Living with Lynching: African American Lynching Plays, Performance, and Citizenship, 1890–1930. By Koritha Mitchell. Chicago: University of Illinois Press, 2011; 272 pp.; illustrations. $40.00 cloth, $28.00 paper.

Lynching is both spectacle and specter. Amy Louise Wood and Koritha Mitchell’s recent studies reconceptualize the framework with which we have come to understand spectacle, performance, and racial violence. In Amy Wood’s Lynching and Spectacle: Witnessing Racial Violence in America, 18901940, and Koritha Mitchell’s Living with Lynching: African American Lynching Plays, Performance, and Citizenship, 18901930, theatre and performance studies emerge as critical sites of inquiry that reveal the full weight of lynching’s cultural significance. These works also reveal a persistent imbalance in our understanding of how spectacles of racial violence affect the communities they target and how that effect is theorized.

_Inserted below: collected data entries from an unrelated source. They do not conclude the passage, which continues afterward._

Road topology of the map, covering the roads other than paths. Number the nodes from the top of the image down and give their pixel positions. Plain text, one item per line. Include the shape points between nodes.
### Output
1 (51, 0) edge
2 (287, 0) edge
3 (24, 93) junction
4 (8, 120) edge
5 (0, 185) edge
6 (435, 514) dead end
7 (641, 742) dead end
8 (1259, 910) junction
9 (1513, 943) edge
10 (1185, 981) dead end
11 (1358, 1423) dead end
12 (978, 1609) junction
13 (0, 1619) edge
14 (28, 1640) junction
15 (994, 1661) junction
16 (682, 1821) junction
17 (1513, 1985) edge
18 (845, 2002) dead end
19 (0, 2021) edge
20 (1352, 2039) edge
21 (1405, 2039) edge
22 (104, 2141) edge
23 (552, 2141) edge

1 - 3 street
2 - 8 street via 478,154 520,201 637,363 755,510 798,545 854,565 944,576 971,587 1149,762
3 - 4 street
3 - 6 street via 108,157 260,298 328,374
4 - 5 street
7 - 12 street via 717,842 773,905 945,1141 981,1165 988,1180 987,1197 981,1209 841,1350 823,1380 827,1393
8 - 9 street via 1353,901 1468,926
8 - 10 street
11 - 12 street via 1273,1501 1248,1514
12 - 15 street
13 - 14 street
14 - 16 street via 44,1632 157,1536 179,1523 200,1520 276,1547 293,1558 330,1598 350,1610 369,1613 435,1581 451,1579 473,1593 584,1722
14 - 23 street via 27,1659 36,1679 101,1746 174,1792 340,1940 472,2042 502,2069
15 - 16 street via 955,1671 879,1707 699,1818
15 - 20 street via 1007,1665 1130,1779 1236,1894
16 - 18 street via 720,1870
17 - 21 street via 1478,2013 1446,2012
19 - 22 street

Wood submits that the cultural impact of lynching and white supremacy arose from its “spectacle: the crowds, the rituals and performances, and their sensational representations in narratives, photographs, and films” (3). Lynching’s photographic and filmic iterations eventually played conflicting roles, initially bolstering white supremacy but gradually fueling the anti-lynching movement. Wood describes the ways in which public lynchings, beginning in the 10th century, were rooted in “the traditional social performance of public executions” (24). And yet, “When lynch mobs staged rituals of public executions, [...] they did so in exaggerated and distorted forms, with a degree of sadism that far exceeded the most boisterous hanging-day crowd” (24). Wood also adumbrates connections between lynching spectacles and religiosity, describing the way Christian tropes and rituals became hallmarks of public lynchings. Wood’s treatise ends with the claim that due to the work antilynching movements did to separate lynching images “from local practices and transforming them into icons of oppression” (269), lynching now exists mainly as a spectacle and has lost much of its potency for contemporary viewers.

To make this argument, Wood uses a variety of photographic evidence. Evocative images of lynching scenes are juxtaposed with photographs of white hunters and their animal trophies, and alleged white victims of black crime. Wood also introduces photographs of fake, “staged” lynchings. Images of mock executions were part of a cultural conversation in which white supremacy offered absolution and normalized extreme racial violence. Staging executions could be a family pastime. This strategic use of lynching photographs connects Wood’s work to a scholarly tradition that includes Without Sanctuary, edited by James Allen (2000), and Lynching Photographs, by Dora Apel and Shawn M. Smith (2008). And yet, Wood desires not only to awaken us to the existence of lynching’s visual history, or to catalog it, but to begin to theorize the functions of such horror within mainstream white visual arenas and how they became, for some, sources of delight. [End Page 182]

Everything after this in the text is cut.